In an industry crippled by scepticism and consumer doubt, this is a precarious position for FinTech innovators. A recent survey by Bumberg Capital, a San Francisco-based venture capital firm, found that:
- 70% of those surveyed believe that ‘new solutions such as digital banking, online lending, payments and financial services, are making financial transactions easier than ever’,
- 65% of those surveyed agree that ‘FinTech levels the playing field by providing access to services previously only available to the wealthy’, however;
- 72% of those surveyed ‘listed security as something they worry about with the new banking services online and they are not completely confident their financial information is secure or private’.
The implications are clear. FinTech firms are widely regarded to provide genuine solutions to traditional banking and payment systems, but their public perception is one of vague distrust.
Financial services regulation is crucial to the growth of the FinTech industry.
Not only does regulation protect the end-user from unscrupulous start-ups and innocent failures, but, if done correctly, can foster a truly competitive environment while re-establishing public confidence in the sector and increasing the regulator's understanding of innovative solutions.
The right regulation
The United Kingdom’s Financial Conduct Authority (FCA) is the regulatory body for Great Britain and Northern Ireland, and leads the way in championing a liberal approach to regulation, with a strong focus on promoting both innovation and competition.
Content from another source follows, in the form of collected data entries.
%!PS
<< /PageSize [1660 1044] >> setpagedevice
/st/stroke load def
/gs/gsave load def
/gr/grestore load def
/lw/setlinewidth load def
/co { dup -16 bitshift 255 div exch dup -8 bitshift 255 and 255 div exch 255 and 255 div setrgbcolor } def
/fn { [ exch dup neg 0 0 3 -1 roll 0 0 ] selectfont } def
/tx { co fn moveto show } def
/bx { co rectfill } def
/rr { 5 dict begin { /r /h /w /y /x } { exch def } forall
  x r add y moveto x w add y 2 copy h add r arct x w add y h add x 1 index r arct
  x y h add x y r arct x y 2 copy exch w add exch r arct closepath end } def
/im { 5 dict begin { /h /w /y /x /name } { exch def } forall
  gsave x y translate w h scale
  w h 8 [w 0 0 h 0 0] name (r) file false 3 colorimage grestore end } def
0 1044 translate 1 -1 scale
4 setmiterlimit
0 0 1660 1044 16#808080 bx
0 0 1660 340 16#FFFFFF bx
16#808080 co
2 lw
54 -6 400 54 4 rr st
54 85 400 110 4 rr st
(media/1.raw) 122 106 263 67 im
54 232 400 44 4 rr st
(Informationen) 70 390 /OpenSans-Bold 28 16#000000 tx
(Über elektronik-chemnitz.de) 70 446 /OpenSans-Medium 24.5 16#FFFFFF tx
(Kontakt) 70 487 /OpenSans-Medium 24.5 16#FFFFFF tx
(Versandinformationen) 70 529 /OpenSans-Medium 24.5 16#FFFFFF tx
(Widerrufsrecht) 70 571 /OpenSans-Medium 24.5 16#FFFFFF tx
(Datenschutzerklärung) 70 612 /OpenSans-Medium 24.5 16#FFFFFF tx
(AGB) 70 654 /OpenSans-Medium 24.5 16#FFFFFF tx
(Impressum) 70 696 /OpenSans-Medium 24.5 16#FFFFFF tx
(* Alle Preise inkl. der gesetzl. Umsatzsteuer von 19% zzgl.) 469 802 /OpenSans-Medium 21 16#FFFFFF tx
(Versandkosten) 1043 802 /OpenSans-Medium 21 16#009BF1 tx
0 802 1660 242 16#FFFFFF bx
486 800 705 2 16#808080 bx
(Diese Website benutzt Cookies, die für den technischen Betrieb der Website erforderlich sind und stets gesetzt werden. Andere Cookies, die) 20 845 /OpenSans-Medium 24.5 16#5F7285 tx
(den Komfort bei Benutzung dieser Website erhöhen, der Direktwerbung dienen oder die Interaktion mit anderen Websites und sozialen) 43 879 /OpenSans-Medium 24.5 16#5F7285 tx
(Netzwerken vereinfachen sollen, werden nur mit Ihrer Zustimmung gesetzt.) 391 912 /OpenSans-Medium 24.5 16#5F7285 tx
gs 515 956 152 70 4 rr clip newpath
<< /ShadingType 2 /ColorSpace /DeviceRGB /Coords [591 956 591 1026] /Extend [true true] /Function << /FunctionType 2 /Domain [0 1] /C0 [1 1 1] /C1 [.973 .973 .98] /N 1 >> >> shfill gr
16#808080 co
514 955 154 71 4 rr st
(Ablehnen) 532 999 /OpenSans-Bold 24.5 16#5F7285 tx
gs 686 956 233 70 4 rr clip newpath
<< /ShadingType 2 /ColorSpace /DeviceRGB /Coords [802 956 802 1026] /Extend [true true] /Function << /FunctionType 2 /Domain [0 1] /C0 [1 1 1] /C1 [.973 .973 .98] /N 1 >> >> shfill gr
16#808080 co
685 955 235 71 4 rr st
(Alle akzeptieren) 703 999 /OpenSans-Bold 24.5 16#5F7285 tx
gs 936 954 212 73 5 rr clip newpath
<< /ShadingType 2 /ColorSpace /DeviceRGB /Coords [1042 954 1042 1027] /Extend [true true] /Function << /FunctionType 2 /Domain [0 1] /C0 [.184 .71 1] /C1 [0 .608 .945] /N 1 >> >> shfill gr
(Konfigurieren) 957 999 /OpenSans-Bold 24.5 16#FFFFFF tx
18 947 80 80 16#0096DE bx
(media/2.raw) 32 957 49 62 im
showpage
The ‘regulatory sandbox’ initiative is part of the FCA’s Project Innovate, and is promoted as a safe space for companies to test propositions that have not previously been offered in the UK.
It allows innovative firms to work with their regulator to trial products in a live environment, promiting effective innovation and competition by allowing FinTech firms to skip the traditional routes to regulatory certainty.
Products are tested in a live, but regulated, environment against real-world rules where, if the product or service fails, there are no consequences for the consumer or the innovator – in this instance, the FCA provides feedback so the innovator can make the necessary changes, and the product can be tested again.
This is a marked improvement on the status quo – as firms can often lose their market advantage whilst working through a rigorous authorisation process – and has been held up as an example from which regulatory bodies across the world can learn.
Indeed, Singapore, Hong Kong and Australia employ similarly agile regulatory systems. The United States Office of the Controller of the Currency (OCC) recently stated it is moving to establish a framework for ‘responsible innovation’.
The ‘regulatory sandbox’ is a prime example of the effective regulation that FinTechs and RegTechs require, and it’s far better than the alternative.
A dire alternative
Lax regulation would permit a faulty product to enter the marketplace, where it would fail (and early adopters would lose their money), whilst excessive regulation would prohibit the product from ever entering the marketplace (with the potential innovation lost forever).
It is, in this sense, that regulation stands out as possibly the single greatest challenge facing FinTechs and RegTechs, and the reason why regulation is crucial to FinTech. For, so long as the regulatory frameworks laid down by governing bodies remain excessive and/or out of touch, then firms and their products will continue to struggle.
While the FCA strives for constant improvement, it often seems destined to fall short as regulators of its size are rarely nimble enough to keep up with the advent of endlessly new technologies.
Nevertheless, both Project Innovate and the ‘regulatory sandbox’ provide a robust model of liberal, effective regulation that international regulators should strive to not only emulate, but exceed.